Isn’t it ironic that the Smartest President Ever – according to one historian – can say something so ridiculous that most high school civics students would recognize his statements to be hogwash?
After the Supreme Court concluded its hearings on the Affordable Care Act (aka “ObamaCare”), President Obama said, during a White House news conference at which he clearly had to anticipate such questions, that it would be “unprecedented” and “extraordinary” for the Court to strike down his health care law as beyond the constitutional limits on the powers of Congress.
He concluded that sentence with another whopper: that ObamaCare “was passed by a strong majority of a democratically-elected Congress.”
Lastly, he claimed that it would be “a good example” of “judicial activism” if “an unelected group of people would somehow overturn a duly constituted and passed law.”

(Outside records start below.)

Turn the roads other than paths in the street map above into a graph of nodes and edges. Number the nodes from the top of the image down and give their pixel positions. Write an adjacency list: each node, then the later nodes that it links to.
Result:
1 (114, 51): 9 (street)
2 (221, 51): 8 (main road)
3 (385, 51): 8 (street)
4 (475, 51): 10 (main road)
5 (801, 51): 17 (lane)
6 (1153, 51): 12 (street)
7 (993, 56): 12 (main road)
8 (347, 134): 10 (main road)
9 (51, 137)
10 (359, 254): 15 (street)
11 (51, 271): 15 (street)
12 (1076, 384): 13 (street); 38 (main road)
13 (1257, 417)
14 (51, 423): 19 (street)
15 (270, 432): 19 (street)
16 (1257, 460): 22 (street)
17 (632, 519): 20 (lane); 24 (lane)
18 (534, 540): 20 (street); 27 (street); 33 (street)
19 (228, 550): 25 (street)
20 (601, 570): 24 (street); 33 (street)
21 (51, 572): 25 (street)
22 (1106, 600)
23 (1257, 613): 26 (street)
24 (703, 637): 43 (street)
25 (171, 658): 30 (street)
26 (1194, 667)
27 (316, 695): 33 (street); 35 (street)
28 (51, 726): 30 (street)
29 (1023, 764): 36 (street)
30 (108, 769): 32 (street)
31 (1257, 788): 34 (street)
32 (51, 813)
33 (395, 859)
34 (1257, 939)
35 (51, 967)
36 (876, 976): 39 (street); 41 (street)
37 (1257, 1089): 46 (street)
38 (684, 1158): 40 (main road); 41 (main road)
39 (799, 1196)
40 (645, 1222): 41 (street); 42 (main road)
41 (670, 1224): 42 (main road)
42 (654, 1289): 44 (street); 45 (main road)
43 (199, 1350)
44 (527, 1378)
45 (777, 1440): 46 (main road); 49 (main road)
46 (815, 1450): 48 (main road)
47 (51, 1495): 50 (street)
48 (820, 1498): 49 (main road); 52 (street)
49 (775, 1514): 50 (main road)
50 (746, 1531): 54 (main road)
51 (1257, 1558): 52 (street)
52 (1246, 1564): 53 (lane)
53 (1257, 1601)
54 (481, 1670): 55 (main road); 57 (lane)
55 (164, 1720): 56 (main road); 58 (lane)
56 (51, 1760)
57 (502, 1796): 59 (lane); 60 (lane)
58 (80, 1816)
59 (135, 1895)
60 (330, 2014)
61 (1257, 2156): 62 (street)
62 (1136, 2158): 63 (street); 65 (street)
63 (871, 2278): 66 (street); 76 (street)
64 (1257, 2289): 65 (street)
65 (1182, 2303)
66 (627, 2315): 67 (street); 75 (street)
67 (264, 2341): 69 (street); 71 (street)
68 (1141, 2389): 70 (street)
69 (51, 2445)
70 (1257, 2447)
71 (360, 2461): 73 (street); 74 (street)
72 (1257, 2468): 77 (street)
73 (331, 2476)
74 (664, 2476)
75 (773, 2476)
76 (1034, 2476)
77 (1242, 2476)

Each of those statements is, shall we say, dubious.
Judicial review of laws passed by Congress is among the basic responsibilities of our Supreme Court, first established in an opinion written in 1803 by Chief Justice John Marshall.
The Supreme Court has a 209-year history of invalidating laws it judges to be beyond the powers which we the people” gave to government via the Constitution. Sometimes these decisions please conservatives; other times, they please liberals. No matter, a court ruling that all or parts of ObamaCare are unconstitutional would hardly be the first of its kind.
Obama surely knows better, even if he wasn’t really a “professor” of constitutional law, as Hillary Clinton’s 2008 campaign discovered.
So did the smartest, most articulate president simply misspeak? Did he think he could fool all of the people on this score? Or did he somehow think he could intimidate the Supreme Court?
Who did he think he was fooling by claiming ObamaCare “was passed by a strong majority”? It’s hard to fool the entire country about events that happened just two years ago amid one of the most highly watched debates in the last 50 years.
Congress passed ObamaCare 219 to 212 with every Republican plus 34 Democrats voting against it. Bare majority would be more accurate.
Finally, the President tried to steal a conservative critique of the courts – that of judicial activism – and redefine for his own purposes.
Obama, it seems, would have us believe that judicial activism occurs any time the Supreme Court strikes down an act of Congress. Or perhaps he wants us to think that conservatives hold this simplistic understanding.
Again, this is both intellectually lazy and factually dishonest.
The First Amendment says “Congress shall make no law respecting an establishment of religion, or prohibiting the free exercise thereof; or abridging the freedom of speech, or of the press . . .” (emphasis added).
If Congress makes a law that prohibits certain forms of political speech just before an election, that’s a clear violation of the First Amendment, and the Court should rule it unconstitutional – as it did in another decision that Obama has criticized.
Judicial activism occurs when justices invalidate an act of Congress based upon their own opinions or policy preferences — not based on the plain text of the Constitution.
Activist judges try to cloak their activism in something that seems constitutional. Recall that Roe v. Wade struck down state laws restricting abortion not by quoting the constitution itself but by citing “penumbras” and “emanations” that were supposedly related to actual constitutional rights. Even many liberals now acknowledge that Roe was ill-conceived.
Such exaggerations and falsehoods merely add to the broken promises of ObamaCare. Rather than bring down premiums by $2,500 as promised, ObamaCare will increase premiums. We also know that even if you like your current health plan, there’s a good chance you won’t be able to keep it.
Perhaps the only thing more alarming than the excesses and overreach of ObamaCare is the long march of falsehoods and deliberate misrepresentations employed to justify it.